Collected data
━━━━━━
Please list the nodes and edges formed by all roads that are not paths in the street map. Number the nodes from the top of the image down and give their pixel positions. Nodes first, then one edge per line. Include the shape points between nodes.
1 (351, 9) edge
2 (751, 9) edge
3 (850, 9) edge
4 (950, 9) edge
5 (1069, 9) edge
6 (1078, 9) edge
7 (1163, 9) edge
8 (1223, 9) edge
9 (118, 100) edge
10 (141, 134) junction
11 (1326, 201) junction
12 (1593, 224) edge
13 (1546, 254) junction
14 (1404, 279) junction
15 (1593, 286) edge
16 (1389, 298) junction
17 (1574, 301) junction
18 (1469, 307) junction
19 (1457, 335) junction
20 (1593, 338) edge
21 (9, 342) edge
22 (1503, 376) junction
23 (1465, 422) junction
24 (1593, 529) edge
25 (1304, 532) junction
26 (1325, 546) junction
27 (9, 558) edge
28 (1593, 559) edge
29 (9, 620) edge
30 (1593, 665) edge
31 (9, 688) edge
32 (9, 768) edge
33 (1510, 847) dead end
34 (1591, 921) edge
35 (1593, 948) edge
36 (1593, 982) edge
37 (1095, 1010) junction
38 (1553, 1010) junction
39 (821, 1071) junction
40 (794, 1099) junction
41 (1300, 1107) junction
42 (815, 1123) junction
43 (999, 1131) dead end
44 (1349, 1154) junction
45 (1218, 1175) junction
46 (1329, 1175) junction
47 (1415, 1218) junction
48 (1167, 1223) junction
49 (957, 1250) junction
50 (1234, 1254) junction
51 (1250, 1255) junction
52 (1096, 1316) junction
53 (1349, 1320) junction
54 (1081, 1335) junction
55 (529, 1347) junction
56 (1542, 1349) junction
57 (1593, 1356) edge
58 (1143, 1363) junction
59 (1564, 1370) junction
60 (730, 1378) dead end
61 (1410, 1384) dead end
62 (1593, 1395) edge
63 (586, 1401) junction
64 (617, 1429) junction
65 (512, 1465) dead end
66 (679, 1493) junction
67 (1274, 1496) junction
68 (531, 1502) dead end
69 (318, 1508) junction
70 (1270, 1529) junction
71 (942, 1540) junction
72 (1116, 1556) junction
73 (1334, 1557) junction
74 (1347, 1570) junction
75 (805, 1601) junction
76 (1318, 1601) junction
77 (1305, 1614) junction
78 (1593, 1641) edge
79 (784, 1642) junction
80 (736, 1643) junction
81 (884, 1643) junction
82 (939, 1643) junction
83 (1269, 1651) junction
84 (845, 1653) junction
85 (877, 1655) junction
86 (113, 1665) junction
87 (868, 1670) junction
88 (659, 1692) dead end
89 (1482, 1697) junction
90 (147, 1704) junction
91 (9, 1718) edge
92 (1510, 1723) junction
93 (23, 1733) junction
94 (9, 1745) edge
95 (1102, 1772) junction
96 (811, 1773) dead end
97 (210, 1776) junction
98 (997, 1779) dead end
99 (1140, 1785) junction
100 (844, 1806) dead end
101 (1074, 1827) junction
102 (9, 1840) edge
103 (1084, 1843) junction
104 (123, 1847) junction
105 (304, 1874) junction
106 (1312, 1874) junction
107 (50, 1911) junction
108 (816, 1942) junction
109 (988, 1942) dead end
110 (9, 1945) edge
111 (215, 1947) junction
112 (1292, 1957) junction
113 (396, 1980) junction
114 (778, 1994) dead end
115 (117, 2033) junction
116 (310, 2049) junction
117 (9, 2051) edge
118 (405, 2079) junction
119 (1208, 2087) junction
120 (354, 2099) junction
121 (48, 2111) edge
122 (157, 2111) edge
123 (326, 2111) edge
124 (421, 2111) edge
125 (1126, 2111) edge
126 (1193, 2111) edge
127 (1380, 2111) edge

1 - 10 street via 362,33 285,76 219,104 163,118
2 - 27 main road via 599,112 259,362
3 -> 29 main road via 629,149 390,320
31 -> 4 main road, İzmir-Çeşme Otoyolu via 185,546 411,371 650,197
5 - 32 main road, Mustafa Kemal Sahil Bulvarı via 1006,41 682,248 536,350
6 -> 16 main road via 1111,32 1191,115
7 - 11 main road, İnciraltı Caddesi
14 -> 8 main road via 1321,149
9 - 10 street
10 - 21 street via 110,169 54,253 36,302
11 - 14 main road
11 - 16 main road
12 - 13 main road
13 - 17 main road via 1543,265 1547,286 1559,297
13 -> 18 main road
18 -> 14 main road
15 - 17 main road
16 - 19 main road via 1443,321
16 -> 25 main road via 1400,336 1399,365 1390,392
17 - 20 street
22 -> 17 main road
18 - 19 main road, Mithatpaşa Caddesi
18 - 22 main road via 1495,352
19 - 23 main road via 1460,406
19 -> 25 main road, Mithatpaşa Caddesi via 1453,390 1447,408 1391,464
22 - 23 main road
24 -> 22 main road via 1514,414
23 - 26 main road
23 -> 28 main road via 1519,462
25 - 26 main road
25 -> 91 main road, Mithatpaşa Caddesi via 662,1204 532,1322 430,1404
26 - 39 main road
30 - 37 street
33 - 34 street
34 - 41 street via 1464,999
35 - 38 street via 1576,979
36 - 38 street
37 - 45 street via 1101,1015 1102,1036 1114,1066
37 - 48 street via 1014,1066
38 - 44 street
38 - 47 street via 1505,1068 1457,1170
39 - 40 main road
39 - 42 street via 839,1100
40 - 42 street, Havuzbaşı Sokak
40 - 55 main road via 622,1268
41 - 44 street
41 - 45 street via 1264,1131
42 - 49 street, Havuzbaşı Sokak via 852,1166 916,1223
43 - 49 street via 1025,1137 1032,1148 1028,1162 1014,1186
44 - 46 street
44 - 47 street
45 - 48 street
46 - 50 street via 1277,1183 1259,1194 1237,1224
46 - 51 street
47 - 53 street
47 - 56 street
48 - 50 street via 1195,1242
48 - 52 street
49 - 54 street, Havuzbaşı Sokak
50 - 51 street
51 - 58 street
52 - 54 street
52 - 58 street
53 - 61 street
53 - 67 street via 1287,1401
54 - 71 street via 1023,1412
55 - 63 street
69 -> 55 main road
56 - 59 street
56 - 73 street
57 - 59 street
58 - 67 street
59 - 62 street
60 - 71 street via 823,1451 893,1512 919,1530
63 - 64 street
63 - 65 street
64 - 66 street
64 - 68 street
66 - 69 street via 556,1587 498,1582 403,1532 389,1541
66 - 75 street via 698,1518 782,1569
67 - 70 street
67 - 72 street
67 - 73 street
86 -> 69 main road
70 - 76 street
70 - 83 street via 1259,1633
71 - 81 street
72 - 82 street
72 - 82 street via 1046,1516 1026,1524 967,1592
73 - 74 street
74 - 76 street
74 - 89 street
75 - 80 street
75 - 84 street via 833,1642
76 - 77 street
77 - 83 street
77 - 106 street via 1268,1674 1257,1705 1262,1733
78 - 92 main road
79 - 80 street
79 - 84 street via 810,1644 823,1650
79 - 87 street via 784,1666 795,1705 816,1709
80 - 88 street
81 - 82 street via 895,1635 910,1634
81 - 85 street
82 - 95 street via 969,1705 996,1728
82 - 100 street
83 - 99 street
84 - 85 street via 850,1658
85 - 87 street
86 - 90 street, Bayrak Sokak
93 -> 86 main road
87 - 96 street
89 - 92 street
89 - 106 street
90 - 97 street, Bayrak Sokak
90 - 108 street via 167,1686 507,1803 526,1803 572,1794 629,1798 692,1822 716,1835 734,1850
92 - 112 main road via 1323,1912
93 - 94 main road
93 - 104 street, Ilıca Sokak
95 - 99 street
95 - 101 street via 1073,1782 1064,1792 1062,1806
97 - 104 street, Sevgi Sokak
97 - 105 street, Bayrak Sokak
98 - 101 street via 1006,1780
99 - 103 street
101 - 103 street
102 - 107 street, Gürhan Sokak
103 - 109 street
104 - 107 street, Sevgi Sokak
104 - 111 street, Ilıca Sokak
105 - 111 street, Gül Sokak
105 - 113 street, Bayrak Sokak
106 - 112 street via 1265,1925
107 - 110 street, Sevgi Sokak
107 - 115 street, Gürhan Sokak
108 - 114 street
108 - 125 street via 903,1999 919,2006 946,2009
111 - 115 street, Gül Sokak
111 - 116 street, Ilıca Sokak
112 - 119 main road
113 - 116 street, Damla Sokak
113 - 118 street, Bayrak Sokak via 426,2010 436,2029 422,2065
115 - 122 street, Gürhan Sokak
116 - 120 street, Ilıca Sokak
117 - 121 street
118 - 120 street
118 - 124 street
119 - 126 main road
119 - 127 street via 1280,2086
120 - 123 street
━━━━━━
(TASK PROMPT) Given the data above, which lines hold the string "Bayrak"? Return them.

(FINISHED TASK)
86 - 90 street, Bayrak Sokak
90 - 97 street, Bayrak Sokak
97 - 105 street, Bayrak Sokak
105 - 113 street, Bayrak Sokak
113 - 118 street, Bayrak Sokak via 426,2010 436,2029 422,2065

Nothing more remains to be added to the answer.